[[ Data supplied open ]]
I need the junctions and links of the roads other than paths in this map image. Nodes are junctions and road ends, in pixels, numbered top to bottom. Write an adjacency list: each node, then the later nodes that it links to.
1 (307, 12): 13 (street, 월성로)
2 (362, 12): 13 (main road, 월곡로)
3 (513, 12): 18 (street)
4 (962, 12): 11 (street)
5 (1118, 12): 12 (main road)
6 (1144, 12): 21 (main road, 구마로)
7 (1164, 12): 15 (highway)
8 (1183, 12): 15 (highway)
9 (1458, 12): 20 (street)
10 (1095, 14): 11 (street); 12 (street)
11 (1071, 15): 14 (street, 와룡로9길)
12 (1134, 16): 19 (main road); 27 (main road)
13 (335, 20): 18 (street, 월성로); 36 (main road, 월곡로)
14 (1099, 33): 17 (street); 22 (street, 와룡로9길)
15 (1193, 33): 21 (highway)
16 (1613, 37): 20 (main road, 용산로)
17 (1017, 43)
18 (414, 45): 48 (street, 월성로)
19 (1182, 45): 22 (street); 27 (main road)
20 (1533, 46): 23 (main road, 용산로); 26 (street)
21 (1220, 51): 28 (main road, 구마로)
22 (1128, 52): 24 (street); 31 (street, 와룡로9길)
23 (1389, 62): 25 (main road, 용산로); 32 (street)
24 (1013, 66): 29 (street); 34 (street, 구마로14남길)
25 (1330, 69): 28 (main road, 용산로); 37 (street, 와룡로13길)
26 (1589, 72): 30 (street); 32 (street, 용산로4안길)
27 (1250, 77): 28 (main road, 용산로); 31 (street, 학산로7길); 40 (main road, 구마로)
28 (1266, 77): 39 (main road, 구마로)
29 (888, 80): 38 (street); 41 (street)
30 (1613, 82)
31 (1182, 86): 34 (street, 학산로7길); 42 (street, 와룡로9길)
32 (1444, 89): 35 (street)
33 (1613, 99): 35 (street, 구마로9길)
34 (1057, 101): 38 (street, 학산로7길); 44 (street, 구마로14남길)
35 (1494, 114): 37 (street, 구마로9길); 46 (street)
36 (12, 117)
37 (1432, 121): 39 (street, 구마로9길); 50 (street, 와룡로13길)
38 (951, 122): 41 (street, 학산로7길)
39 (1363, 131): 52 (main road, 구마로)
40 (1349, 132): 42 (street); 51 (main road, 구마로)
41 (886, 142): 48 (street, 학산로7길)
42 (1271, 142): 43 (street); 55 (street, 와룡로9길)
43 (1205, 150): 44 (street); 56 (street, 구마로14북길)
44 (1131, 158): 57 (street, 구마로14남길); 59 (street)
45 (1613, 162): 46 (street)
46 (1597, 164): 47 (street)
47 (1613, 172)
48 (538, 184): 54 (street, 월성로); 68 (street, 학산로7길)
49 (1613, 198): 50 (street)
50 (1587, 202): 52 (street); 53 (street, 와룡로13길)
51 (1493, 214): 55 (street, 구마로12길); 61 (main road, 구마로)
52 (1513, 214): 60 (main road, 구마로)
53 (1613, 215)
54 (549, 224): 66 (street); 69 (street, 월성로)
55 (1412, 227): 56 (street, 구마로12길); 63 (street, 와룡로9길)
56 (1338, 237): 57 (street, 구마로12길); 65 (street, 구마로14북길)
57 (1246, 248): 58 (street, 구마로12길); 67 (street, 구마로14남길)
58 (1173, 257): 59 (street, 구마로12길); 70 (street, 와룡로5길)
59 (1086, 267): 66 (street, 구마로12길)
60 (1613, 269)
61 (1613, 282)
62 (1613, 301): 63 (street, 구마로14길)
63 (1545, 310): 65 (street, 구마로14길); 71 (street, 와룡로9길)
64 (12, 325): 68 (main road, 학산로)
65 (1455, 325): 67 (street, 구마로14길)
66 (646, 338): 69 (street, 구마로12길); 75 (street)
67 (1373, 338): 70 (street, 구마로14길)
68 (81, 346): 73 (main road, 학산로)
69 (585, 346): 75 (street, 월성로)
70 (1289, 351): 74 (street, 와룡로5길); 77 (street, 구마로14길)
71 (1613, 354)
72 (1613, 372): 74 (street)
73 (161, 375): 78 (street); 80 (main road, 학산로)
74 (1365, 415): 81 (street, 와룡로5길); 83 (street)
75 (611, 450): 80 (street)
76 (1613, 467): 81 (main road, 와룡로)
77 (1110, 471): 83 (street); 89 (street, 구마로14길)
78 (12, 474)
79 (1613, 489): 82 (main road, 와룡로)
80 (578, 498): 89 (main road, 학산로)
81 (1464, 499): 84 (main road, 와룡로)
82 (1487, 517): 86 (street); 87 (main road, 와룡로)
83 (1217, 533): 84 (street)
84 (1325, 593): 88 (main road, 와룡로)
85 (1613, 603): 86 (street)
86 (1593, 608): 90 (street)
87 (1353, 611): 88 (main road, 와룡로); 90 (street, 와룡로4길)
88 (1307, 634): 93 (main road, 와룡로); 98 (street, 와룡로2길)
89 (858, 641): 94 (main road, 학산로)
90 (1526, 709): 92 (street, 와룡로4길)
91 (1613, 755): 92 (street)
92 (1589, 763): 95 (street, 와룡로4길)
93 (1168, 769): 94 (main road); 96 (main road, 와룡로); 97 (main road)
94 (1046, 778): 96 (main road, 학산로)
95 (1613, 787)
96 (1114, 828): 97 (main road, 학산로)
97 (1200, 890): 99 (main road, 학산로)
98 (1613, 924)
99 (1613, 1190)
[[ Data supplied closed ]]
→ **Problem description**
All lines of the records above with the word "highway" in them are to be copied.

→ **Solution**
7 (1164, 12): 15 (highway)
8 (1183, 12): 15 (highway)
15 (1193, 33): 21 (highway)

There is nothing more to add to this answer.